== Segment start ==

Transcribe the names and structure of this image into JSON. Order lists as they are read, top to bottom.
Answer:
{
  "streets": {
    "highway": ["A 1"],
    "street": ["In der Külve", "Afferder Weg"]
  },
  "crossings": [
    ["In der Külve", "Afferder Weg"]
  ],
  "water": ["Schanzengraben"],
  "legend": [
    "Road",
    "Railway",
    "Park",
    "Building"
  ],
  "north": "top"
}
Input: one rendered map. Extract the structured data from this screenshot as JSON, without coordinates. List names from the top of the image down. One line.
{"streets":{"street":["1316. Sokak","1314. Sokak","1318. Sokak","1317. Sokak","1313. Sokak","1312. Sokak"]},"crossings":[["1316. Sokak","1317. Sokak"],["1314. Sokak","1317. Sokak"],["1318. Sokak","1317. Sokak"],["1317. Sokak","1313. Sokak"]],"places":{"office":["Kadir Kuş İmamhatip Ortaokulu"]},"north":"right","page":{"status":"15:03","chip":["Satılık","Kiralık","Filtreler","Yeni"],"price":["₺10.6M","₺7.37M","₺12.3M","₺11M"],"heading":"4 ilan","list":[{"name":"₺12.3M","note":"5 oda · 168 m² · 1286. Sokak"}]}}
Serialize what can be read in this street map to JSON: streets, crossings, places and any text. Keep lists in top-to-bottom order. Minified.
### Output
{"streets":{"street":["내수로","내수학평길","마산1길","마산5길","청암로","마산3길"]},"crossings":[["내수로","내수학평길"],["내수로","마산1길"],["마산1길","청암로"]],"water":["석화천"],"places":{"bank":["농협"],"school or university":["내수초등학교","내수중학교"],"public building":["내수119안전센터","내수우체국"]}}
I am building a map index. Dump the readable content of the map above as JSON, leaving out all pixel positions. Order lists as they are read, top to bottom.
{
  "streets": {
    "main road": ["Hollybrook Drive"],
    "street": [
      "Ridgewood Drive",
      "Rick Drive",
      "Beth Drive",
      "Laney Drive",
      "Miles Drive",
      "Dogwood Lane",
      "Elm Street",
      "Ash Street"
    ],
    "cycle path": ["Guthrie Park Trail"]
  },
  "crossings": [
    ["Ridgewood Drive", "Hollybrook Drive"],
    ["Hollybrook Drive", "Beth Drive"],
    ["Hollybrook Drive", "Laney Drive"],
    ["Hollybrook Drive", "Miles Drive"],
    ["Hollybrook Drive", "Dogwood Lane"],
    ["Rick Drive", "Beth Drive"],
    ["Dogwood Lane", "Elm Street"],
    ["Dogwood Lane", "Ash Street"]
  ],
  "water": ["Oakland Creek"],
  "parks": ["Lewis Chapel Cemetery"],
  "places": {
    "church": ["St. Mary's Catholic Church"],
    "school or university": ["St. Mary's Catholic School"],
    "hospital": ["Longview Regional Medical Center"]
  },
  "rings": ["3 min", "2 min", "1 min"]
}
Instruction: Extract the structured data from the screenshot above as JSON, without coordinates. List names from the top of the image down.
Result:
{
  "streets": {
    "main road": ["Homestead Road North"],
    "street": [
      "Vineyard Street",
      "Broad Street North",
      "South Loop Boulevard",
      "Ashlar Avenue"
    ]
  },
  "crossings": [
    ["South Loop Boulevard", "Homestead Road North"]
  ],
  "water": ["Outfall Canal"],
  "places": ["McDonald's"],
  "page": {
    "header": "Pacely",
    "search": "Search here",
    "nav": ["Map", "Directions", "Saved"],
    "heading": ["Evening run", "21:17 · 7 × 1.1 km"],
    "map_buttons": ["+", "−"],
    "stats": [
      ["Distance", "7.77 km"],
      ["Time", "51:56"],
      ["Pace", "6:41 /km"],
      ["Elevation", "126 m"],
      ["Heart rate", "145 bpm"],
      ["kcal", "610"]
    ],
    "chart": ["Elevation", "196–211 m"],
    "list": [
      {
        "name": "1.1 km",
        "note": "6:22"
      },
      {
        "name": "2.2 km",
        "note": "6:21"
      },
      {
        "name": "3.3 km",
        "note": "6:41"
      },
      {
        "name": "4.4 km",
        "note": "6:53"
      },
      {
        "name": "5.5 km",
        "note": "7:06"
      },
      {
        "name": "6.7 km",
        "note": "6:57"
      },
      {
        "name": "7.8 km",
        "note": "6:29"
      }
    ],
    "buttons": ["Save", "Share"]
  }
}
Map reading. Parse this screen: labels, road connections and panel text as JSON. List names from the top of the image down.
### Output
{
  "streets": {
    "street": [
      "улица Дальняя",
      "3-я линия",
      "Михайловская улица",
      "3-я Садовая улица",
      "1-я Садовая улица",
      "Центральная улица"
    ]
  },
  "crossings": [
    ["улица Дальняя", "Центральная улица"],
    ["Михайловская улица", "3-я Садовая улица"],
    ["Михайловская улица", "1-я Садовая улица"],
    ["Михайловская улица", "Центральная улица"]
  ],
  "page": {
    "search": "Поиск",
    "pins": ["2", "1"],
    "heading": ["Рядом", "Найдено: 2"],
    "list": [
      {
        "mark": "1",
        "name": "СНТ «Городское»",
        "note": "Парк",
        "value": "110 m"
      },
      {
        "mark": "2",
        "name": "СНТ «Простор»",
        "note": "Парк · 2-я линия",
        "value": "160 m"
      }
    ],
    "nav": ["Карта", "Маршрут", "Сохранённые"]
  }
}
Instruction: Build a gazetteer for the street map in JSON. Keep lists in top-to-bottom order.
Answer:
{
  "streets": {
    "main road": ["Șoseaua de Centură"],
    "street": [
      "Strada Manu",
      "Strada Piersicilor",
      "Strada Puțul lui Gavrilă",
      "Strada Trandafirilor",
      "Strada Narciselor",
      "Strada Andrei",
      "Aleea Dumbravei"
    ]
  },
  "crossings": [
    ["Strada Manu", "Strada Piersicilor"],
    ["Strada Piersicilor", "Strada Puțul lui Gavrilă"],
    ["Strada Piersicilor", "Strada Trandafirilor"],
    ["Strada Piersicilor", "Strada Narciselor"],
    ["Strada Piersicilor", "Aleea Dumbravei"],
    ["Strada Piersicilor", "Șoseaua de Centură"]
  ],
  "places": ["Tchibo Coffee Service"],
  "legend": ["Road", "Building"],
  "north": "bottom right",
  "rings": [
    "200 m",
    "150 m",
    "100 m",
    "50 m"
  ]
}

== Segment end ==

Exercise requirements>
Every line above carrying the word "Keep" needs to be shown.

Exercise result>
Serialize what can be read in this street map to JSON: streets, crossings, places and any text. Keep lists in top-to-bottom order. Minified.
Instruction: Build a gazetteer for the street map in JSON. Keep lists in top-to-bottom order.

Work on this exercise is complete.